In Minnesota, there are ten judicial districts. Your case will go to a family court judge for the judicial district in which you live. A district can
comprise anywhere from 1 to 17 counties; for example, Blue Earth County is in the Fifth Judicial District, along with several other nearby counties including Nicollet, Martin & Nobles to name a few other counties (the 5th is one of the larger geographical Minnesota judicial districts).
Family court judges in the Fifth Judicial District will hold an initial case management conference (ICMC) typically within 30 days of you filing a divorce action. This is the first time you will meet the judge in your case. Don’t expect a formal, Law-and-Order-style proceeding here. The judge’s goal at this conference is to get you and your almost-ex to resolve your differences in the most expedient way possible. That means the judge is going to want to have a down-to-earth, plain language discussion with you about what the issues are, what the stumbling blocks are, and what you might be willing to compromise on. If mediation looks like an option for your situation, the judge may order you there. NOTE: note very single county does this, that is requires an ICMC…be sure to talk to your lawyer about this
What is happening more and more is that it actually won’t be a Judge that you’ll see but instead a judicial referee. No, they don’t wear a striped shirt and blow a whistle, instead a Referee as an attorney who has been appointed for a fixed term to handle family law matters in Minnesota. It’s not much of a secret that many Judges in Minnesota don’t particularly care for family law cases, there nasty and often don’t settle, so instead what happens is that the Judges appoint these referees to handle the family law cases and free up their calendar for criminal and other civil matters.
You probably won’t even tell the difference since you still call them “Your Honor” and they wear black robes. For all practical purposes family court referees are judges or as I like to say “junior judges” because a Minnesota family court referee always has to have a Judge sign the order.
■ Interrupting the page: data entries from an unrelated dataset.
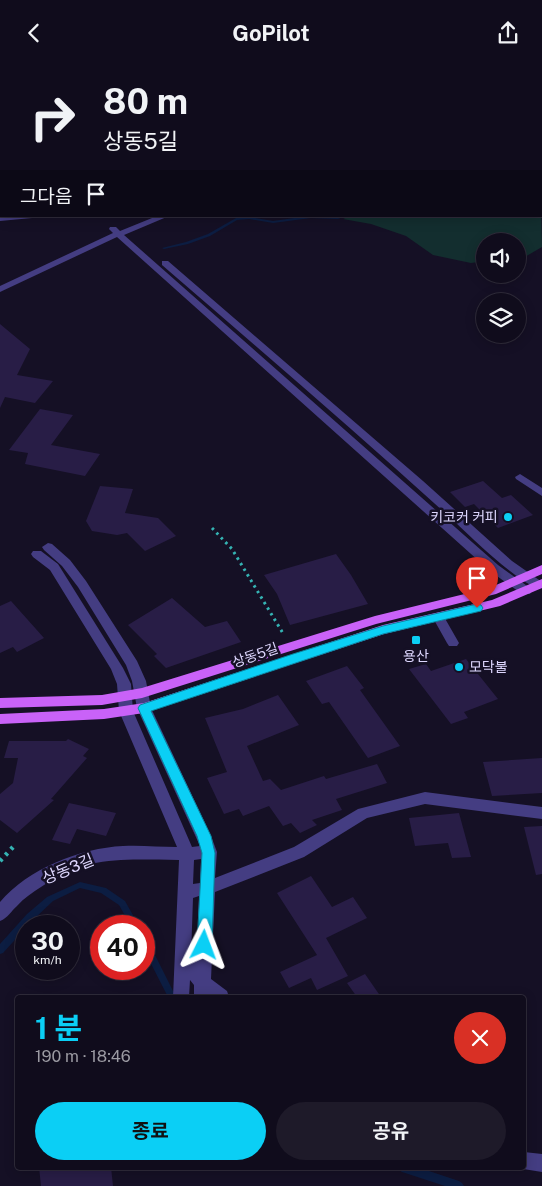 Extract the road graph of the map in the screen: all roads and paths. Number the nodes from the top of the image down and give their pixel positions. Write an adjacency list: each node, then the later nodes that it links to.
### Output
1 (21, 217): 4 (street)
2 (146, 217): 5 (street)
3 (162, 217): 5 (street)
4 (0, 219)
5 (120, 230): 6 (street); 7 (street); 12 (street); 13 (street)
6 (0, 282)
7 (0, 289)
8 (520, 477): 9 (street)
9 (542, 493)
10 (212, 529): 18 (path)
11 (542, 569): 12 (main road, 상동5길)
12 (526, 577): 13 (main road, 상동5길); 14 (street)
13 (512, 583): 15 (street); 18 (main road, 상동5길)
14 (540, 584): 15 (main road, 상동5길)
15 (526, 591): 16 (main road, 상동5길)
16 (439, 619): 17 (street); 22 (main road, 상동5길)
17 (453, 643)
18 (291, 645): 19 (main road, 상동5길)
19 (142, 693): 21 (main road, 상동5길); 21 (street); 22 (street)
20 (0, 703): 21 (main road, 상동5길)
21 (125, 704): 22 (main road, 상동5길); 23 (main road, 상동5길); 27 (street)
22 (144, 708): 26 (street)
23 (0, 719)
24 (542, 813): 29 (street)
25 (14, 846): 28 (path)
26 (208, 853): 27 (street, 상동3길); 29 (street)
27 (187, 855): 30 (street); 31 (street, 상동3길)
28 (0, 861)
29 (207, 888): 30 (street); 33 (street)
30 (186, 892): 32 (street)
31 (0, 914)
32 (182, 959): 33 (street); 34 (street)
33 (202, 990): 35 (street)
34 (181, 995)
35 (216, 995)
36 (526, 1161): 37 (street)
37 (542, 1163) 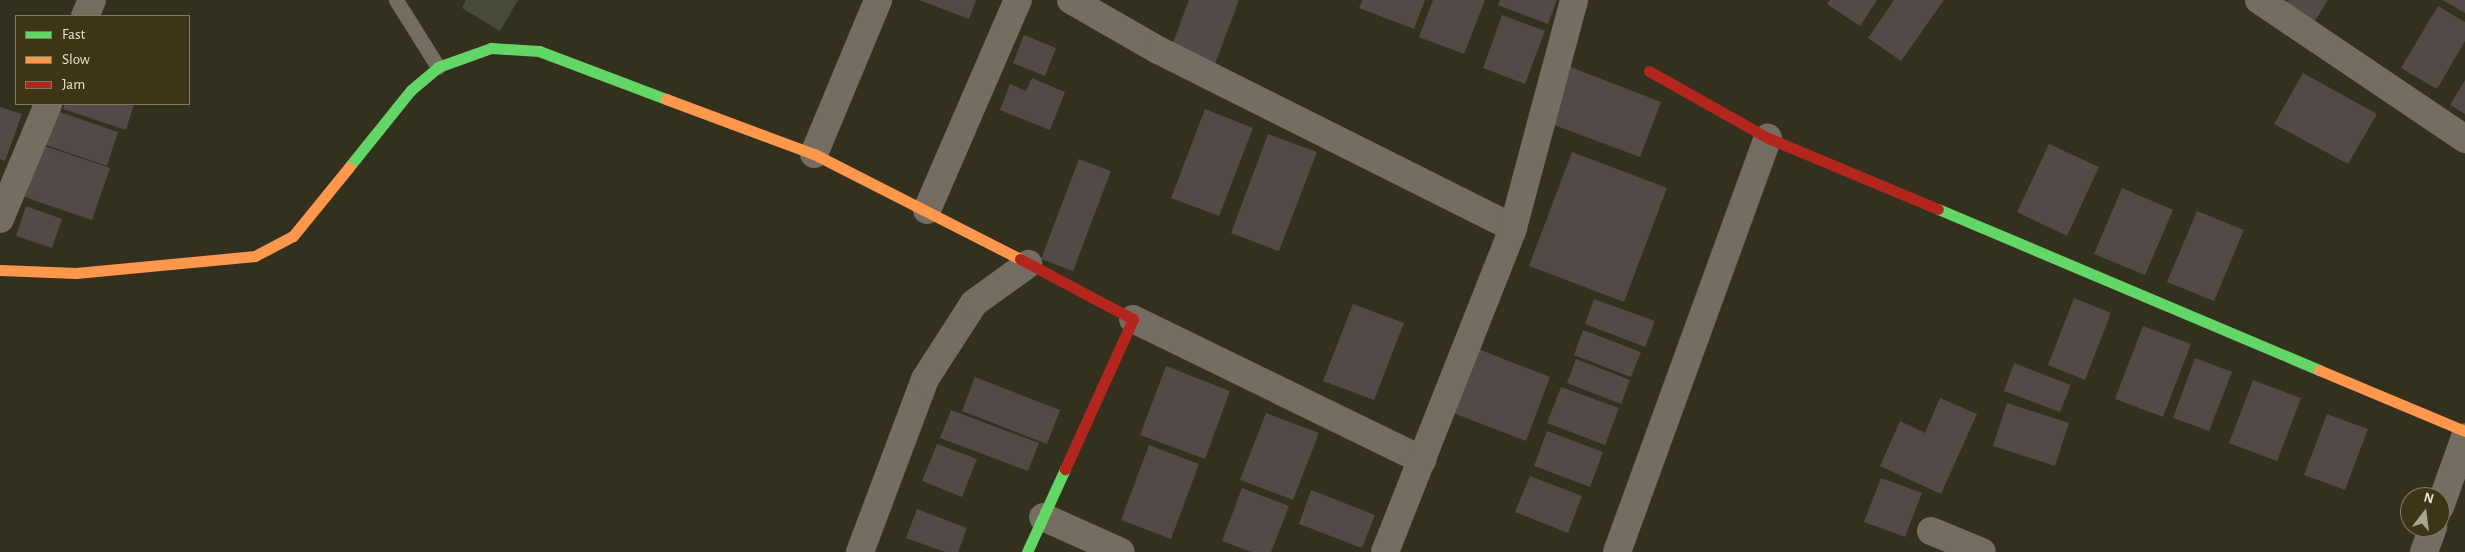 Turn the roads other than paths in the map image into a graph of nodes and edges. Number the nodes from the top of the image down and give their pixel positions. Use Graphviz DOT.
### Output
graph roads {
  1 [pos="92,0"];
  2 [pos="396,0"];
  3 [pos="878,0"];
  4 [pos="1018,0"];
  5 [pos="1071,0"];
  6 [pos="1574,0"];
  7 [pos="2259,0"];
  8 [pos="85,15"];
  9 [pos="438,68"];
  10 [pos="1649,71"];
  11 [pos="48,105"];
  12 [pos="1768,138"];
  13 [pos="2465,139"];
  14 [pos="814,154"];
  15 [pos="927,210"];
  16 [pos="0,219"];
  17 [pos="1513,228"];
  18 [pos="1028,264"];
  19 [pos="0,270"];
  20 [pos="1133,318"];
  21 [pos="2465,431"];
  22 [pos="2465,438"];
  23 [pos="1422,460"];
  24 [pos="2447,487"];
  25 [pos="1042,517"];
  26 [pos="1931,531"];
  27 [pos="2429,537"];
  28 [pos="860,552"];
  29 [pos="1026,552"];
  30 [pos="1122,552"];
  31 [pos="1385,552"];
  32 [pos="1617,552"];
  33 [pos="1982,552"];
  34 [pos="2424,552"];
  1 -- 8 [label="street"];
  2 -- 9 [label="lane"];
  3 -- 14 [label="street"];
  4 -- 15 [label="street"];
  5 -- 17 [label="street"];
  6 -- 17 [label="street"];
  7 -- 13 [label="street"];
  9 -- 14 [label="street"];
  9 -- 19 [label="street"];
  10 -- 12 [label="street"];
  11 -- 16 [label="street"];
  12 -- 21 [label="street"];
  12 -- 32 [label="street"];
  14 -- 15 [label="street"];
  15 -- 18 [label="street"];
  17 -- 23 [label="street"];
  18 -- 20 [label="street"];
  18 -- 28 [label="street"];
  20 -- 23 [label="street"];
  20 -- 25 [label="street"];
  22 -- 24 [label="street"];
  23 -- 31 [label="street"];
  25 -- 29 [label="street"];
  25 -- 30 [label="street"];
  26 -- 33 [label="street"];
  27 -- 34 [label="street"];
}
Talking To The Judge Outside Of Court?
Not all cases can be resolved through mediation or similar services, so you may have more contact with your judge after the initial case management conference. From the department of “too soon, way too soon” was one recent Florida case where the judge sent a soon-to-be-ex-wife a Facebook friend request…while the woman’s divorce proceeding was ongoing. In the judge’s own courtroom. (The judge was later disqualified from the case.) In addition to the lessons that a judge might learn from that little incident, it also illustrates another point about your relationship with the judge during your divorce—don’t try to communicate with the judge in any way outside of the presence of your ex or your ex’s attorney. This is what’s called an “ex parte communication” and it’s not allowed.
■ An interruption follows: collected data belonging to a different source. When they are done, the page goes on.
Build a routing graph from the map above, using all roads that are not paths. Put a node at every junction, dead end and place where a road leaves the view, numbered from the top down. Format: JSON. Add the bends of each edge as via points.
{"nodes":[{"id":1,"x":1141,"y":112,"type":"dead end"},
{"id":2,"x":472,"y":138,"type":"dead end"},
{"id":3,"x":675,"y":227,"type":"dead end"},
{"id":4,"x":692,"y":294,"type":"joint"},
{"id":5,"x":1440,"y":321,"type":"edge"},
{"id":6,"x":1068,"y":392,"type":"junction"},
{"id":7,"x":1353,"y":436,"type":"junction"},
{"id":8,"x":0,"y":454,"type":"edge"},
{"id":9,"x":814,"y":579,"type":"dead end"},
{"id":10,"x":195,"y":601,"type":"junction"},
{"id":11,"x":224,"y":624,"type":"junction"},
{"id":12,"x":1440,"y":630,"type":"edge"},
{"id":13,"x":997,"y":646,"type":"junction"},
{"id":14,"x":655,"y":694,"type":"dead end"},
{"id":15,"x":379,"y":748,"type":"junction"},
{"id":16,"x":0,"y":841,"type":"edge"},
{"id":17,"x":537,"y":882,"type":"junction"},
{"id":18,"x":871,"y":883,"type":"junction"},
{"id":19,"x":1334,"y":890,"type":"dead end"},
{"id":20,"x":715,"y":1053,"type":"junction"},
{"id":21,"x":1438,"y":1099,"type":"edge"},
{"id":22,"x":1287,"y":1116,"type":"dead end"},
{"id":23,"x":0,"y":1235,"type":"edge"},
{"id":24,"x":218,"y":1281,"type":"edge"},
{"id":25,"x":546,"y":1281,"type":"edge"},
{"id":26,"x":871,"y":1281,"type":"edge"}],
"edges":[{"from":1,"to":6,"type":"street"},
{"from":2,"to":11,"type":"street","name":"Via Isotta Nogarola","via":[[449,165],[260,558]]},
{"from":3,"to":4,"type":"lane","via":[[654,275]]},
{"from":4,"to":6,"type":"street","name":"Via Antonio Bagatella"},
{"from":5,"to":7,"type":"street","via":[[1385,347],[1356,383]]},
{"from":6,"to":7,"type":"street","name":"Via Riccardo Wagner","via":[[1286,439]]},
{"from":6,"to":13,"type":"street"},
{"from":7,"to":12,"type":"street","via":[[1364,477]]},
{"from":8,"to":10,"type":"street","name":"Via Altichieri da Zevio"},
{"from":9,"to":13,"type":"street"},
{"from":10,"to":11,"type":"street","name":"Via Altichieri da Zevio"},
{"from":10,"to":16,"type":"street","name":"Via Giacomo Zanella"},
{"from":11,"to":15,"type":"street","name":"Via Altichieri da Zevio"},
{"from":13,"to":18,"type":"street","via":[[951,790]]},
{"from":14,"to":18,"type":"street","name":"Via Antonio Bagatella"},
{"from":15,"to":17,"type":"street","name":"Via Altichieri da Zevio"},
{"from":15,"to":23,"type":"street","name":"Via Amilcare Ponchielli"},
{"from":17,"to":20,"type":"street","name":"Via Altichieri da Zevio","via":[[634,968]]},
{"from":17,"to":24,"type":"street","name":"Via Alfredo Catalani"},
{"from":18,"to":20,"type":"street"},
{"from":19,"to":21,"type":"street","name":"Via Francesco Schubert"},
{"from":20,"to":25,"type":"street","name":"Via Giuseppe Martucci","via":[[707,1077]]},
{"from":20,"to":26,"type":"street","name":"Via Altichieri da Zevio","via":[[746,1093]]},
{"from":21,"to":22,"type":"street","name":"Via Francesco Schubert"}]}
Having an attorney can go a long way towards maintaining a smooth working relationship with the judge assigned to your case. Judges are busy, and the myriad of court rules governing document submissions exist for a reason—to make things flow more smoothly through the judge’s courtroom. While a judge may (but is not required to) grant you some leeway on filing everything correctly if you are unrepresented by an attorney, you may well end up with an exasperated judge after the nth incorrectly filed motion. Judges are indeed human, after all!